Edge inched forward, between the front wheels, and peered up at the rock face between the hindquarters of the two rear horses. He could see rifle barrels poking out over the barricade of stones. But both men stayed in solid cover. He moved to one side and then the other, surveying the floor of the ravine and the surface of the cliff below, to right and left and above the ledge. There were a dozen ways to get up to and above where the men were positioned. But not without a worse than fifty-fifty chance of taking at least one bullet before the closest group of covering boulders was reached. But, if the two men up there chose the right route, they could make it to ground level without showing a hat brim or boot heel.
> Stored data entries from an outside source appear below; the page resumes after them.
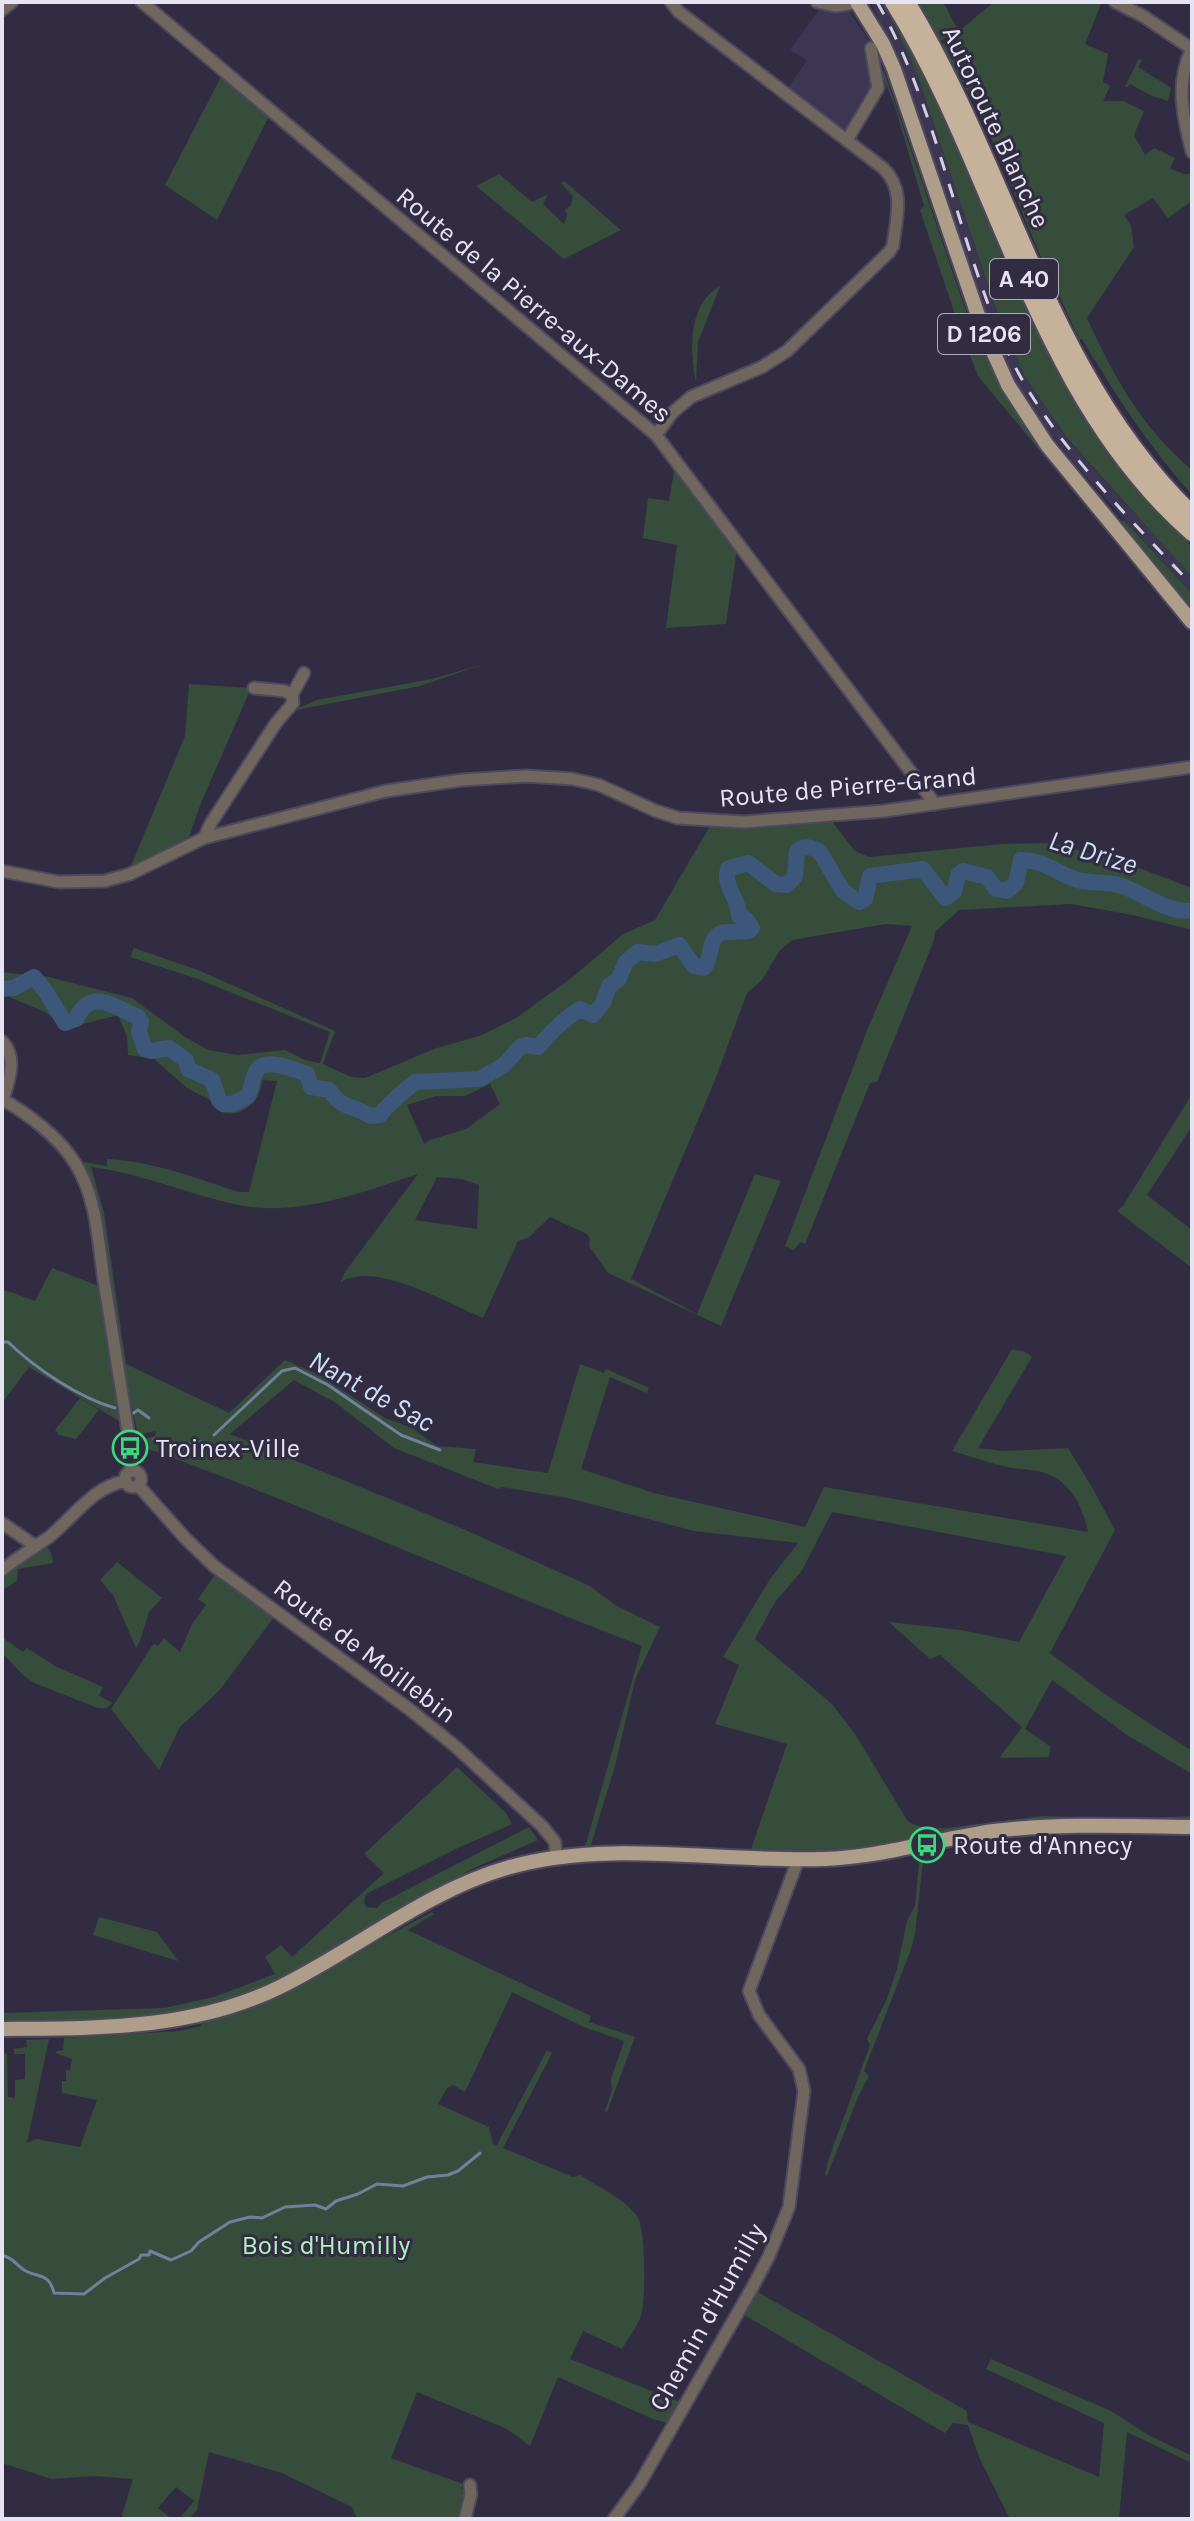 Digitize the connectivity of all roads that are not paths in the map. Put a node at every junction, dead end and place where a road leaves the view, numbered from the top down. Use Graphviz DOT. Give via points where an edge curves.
graph roads {
  1 [pos="12,2"];
  2 [pos="142,2"];
  3 [pos="671,2"];
  4 [pos="817,2"];
  5 [pos="857,2"];
  6 [pos="893,2"];
  7 [pos="907,2"];
  8 [pos="1115,2"];
  9 [pos="2,10"];
  10 [pos="871,48"];
  11 [pos="1192,49"];
  12 [pos="847,140"];
  13 [pos="1192,152"];
  14 [pos="656,435"];
  15 [pos="1192,514"];
  16 [pos="1192,533"];
  17 [pos="1192,622"];
  18 [pos="304,673"];
  19 [pos="254,688"];
  20 [pos="293,699"];
  21 [pos="1192,767"];
  22 [pos="935,804"];
  23 [pos="204,838"];
  24 [pos="2,871"];
  25 [pos="2,1041"];
  26 [pos="3,1099"];
  27 [pos="128,1476"];
  28 [pos="2,1523"];
  29 [pos="34,1545"];
  30 [pos="2,1570"];
  31 [pos="1192,1827"];
  32 [pos="556,1857"];
  33 [pos="798,1860"];
  34 [pos="2,2029"];
  35 [pos="470,2485"];
  36 [pos="465,2519"];
  37 [pos="614,2519"];
  1 -- 9 [label="street"];
  2 -- 14 [label="street, Route de la Pierre-aux-Dames"];
  3 -- 12 [label="street"];
  4 -- 5 [label="street"];
  5 -- 17 [label="main road, D 1206" via="894,69 982,327 1008,385 1047,445"];
  6 -- 16 [label="highway, Autoroute Blanche / A 40" via="942,91 1041,317 1080,392 1128,465"];
  7 -- 15 [label="highway, Autoroute Blanche / A 40" via="972,122 1085,373 1136,452"];
  8 -- 11 [label="street"];
  10 -- 12 [label="street" via="878,88"];
  11 -- 13 [label="street" via="1182,81"];
  12 -- 14 [label="street" via="897,187 889,252 787,351 691,397"];
  14 -- 22 [label="street, Route de la Pierre-aux-Dames"];
  18 -- 20 [label="street"];
  19 -- 20 [label="street" via="285,691"];
  20 -- 23 [label="street"];
  21 -- 22 [label="street, Route de Pierre-Grand"];
  22 -- 23 [label="street, Route de Pierre-Grand" via="714,822 667,815 583,780 504,777 386,791"];
  23 -- 24 [label="street, Route de Pierre-Grand" via="105,881 59,882"];
  25 -- 26 [label="street" via="12,1060"];
  26 -- 27 [label="street" via="64,1149 87,1186 130,1444"];
  27 -- 29 [label="street" via="74,1510"];
  27 -- 32 [label="street, Route de Moillebin" via="131,1486 138,1485 214,1566 455,1746 542,1826 555,1842"];
  28 -- 29 [label="street"];
  29 -- 30 [label="street"];
  31 -- 33 [label="main road" via="1013,1830 889,1853"];
  32 -- 33 [label="main road"];
  32 -- 34 [label="main road" via="478,1878 293,1981 226,2008 151,2025"];
  33 -- 37 [label="street, Chemin d'Humilly" via="749,1991 759,2015 803,2077 789,2207 752,2288"];
  35 -- 36 [label="street"];
} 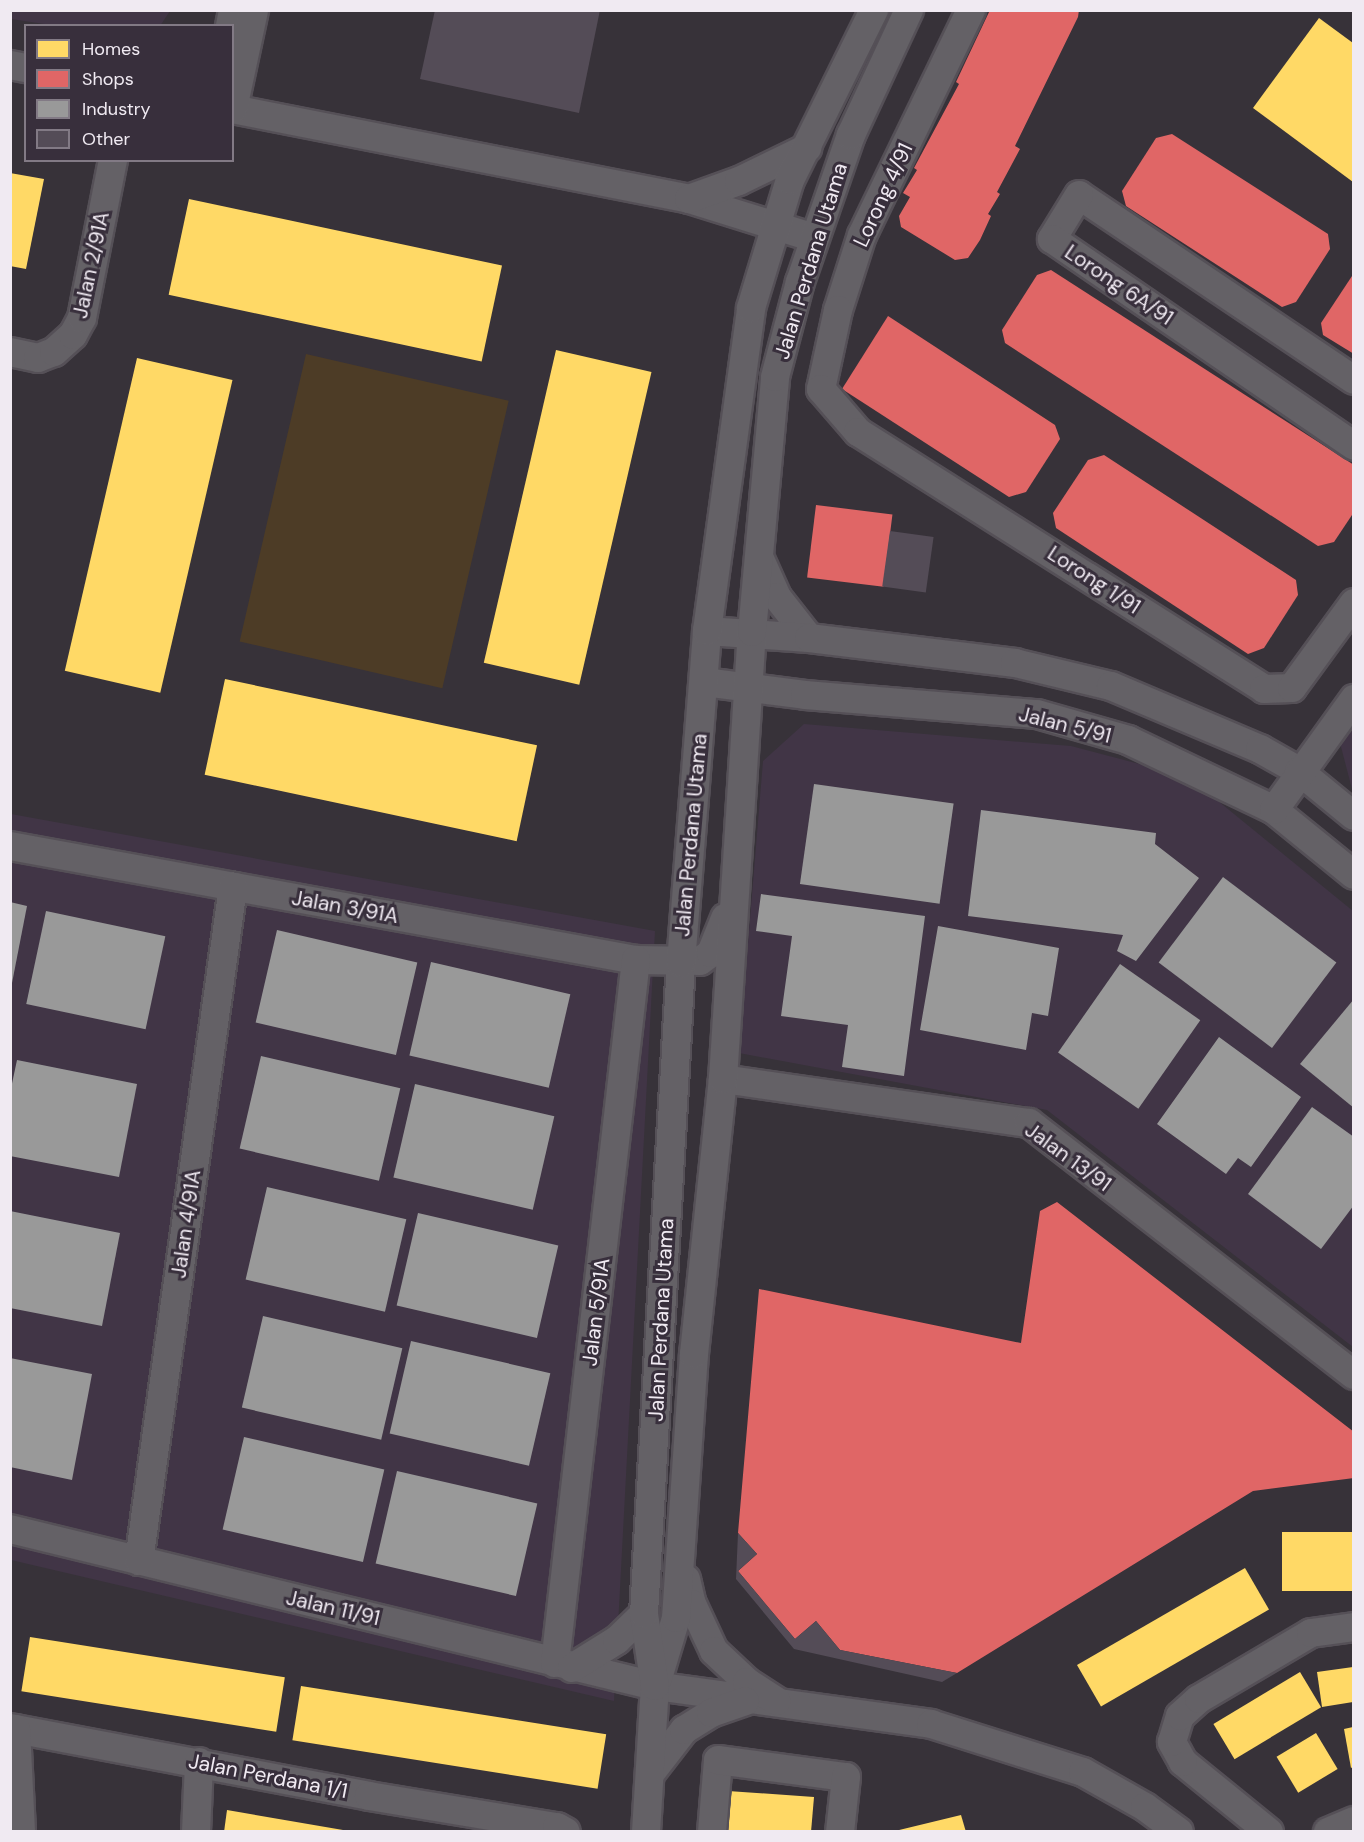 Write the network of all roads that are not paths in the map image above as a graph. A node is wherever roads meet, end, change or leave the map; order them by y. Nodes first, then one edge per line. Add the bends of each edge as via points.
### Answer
1 (874, 10) edge
2 (909, 10) edge
3 (971, 10) edge
4 (237, 19) edge
5 (234, 86) edge
6 (234, 109) edge
7 (265, 116) junction
8 (807, 148) junction
9 (113, 162) edge
10 (689, 199) junction
11 (775, 226) junction
12 (814, 238) junction
13 (10, 352) edge
14 (1353, 380) edge
15 (821, 389) joint
16 (1353, 446) edge
17 (759, 556) junction
18 (1353, 603) edge
19 (707, 631) junction
20 (752, 632) junction
21 (809, 638) junction
22 (704, 682) junction
23 (749, 688) junction
24 (805, 695) junction
25 (1353, 699) edge
26 (1327, 734) junction
27 (745, 740) junction
28 (1260, 749) junction
29 (1299, 771) junction
30 (1274, 810) junction
31 (1351, 814) edge
32 (10, 846) edge
33 (1353, 875) edge
34 (233, 887) junction
35 (734, 896) junction
36 (636, 960) junction
37 (681, 963) junction
38 (723, 1078) junction
39 (1353, 1375) edge
40 (10, 1530) edge
41 (681, 1556) junction
42 (139, 1561) junction
43 (644, 1614) junction
44 (1353, 1627) edge
45 (564, 1665) junction
46 (655, 1686) junction
47 (747, 1700) junction
48 (780, 1703) junction
49 (13, 1729) edge
50 (199, 1762) junction
51 (650, 1774) junction
52 (1353, 1821) edge
53 (21, 1832) edge
54 (196, 1832) edge
55 (566, 1832) edge
56 (646, 1832) edge
57 (712, 1832) edge
58 (840, 1832) edge
59 (1179, 1832) edge
60 (1269, 1832) edge
61 (1328, 1832) edge

1 - 8 street, Jalan Perdana Utama
2 - 12 street, Jalan Perdana Utama via 851,135
3 - 15 street, Lorong 4/91 via 861,235 838,310
4 - 5 street
4 - 7 street
6 - 7 street
7 - 10 street
8 - 10 street
8 - 11 street, Jalan Perdana Utama via 790,180
9 - 13 street, Jalan 2/91A via 78,326 54,352 38,358
10 - 11 street
11 - 12 street
11 - 19 street, Jalan Perdana Utama via 751,308
12 - 17 street, Jalan Perdana Utama via 775,377
14 - 16 street, Lorong 6A/91 via 1079,195 1052,239
15 - 18 street, Lorong 1/91 via 858,432 1264,689 1292,688
17 - 20 street, Jalan Perdana Utama
17 - 21 street via 777,597
19 - 20 street
19 - 22 street, Jalan Perdana Utama
20 - 21 street
20 - 23 street, Jalan Perdana Utama
21 - 28 street via 1015,663 1111,686
22 - 23 street, Jalan 5/91
22 - 37 street, Jalan Perdana Utama
23 - 24 street, Jalan 5/91
23 - 27 street, Jalan Perdana Utama
24 - 27 street via 780,704
24 - 30 street, Jalan 5/91 via 1037,714 1128,740
25 - 26 street
26 - 28 street via 1286,751
26 - 29 street
26 - 31 street via 1328,772
27 - 35 street, Jalan Perdana Utama
28 - 29 street
29 - 30 street
29 - 31 street
30 - 33 street, Jalan 5/91
32 - 34 street, Jalan 3/91A
34 - 36 street, Jalan 3/91A
34 - 42 street, Jalan 4/91A
35 - 37 street via 711,953 700,961
35 - 38 street, Jalan Perdana Utama
36 - 37 street, Jalan 3/91A
36 - 45 street, Jalan 5/91A
37 - 43 street, Jalan Perdana Utama
38 - 39 street, Jalan 13/91 via 1029,1123
38 - 41 street, Jalan Perdana Utama via 694,1354
40 - 42 street, Jalan 11/91
41 - 46 street, Jalan Perdana Utama via 676,1618
41 - 48 street via 692,1604 714,1651 747,1682
42 - 45 street, Jalan 11/91
43 - 45 street via 617,1640
43 - 46 street, Jalan Perdana Utama
44 - 60 street via 1311,1633 1199,1699 1180,1716 1172,1742 1183,1762
45 - 46 street, Jalan 11/91
46 - 47 street
46 - 51 street, Jalan Perdana Utama
47 - 48 street
47 - 51 street via 711,1713 684,1730
48 - 59 street via 931,1724 1083,1773 1145,1807
49 - 50 street, Jalan Perdana 1/1
49 - 53 street
50 - 54 street
50 - 55 street, Jalan Perdana 1/1
51 - 56 street, Jalan Perdana Utama
52 - 61 street
57 - 58 street via 718,1760 846,1777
“I decide to put faith in you, sahib,” Singh said. “Because there is nothing else for it. Oh, dear, dear me, no.”
“Obliged,” Edge said wryly, then raised his voice as he inched backwards, towards the rear of the wagon. “You up there!”
“He’s ready to talk turkey, Harv.”
“And I figured he was a chicken.”
“What cut of the gold French giving you?” the half-breed yelled.
“Who the hell’s French? Ray Grainger and his buddy hired me and my brother and the other guys outta Yellowtown. Even divvy all round.” He laughed. “Seems me and Jesse get to have a half share each. Cause we ain’t makin’ no deals, mister.”
Edge lowered the Winchester over the tailgate, then hooked his hands over the wood and hauled himself up and through the flap. Singh was crouching in a corner at the front, looking very frightened. The stench of animal excrement was almost overpowering under the canvas. From the ledge, there was no way to see inside through the large rent in the side canvas.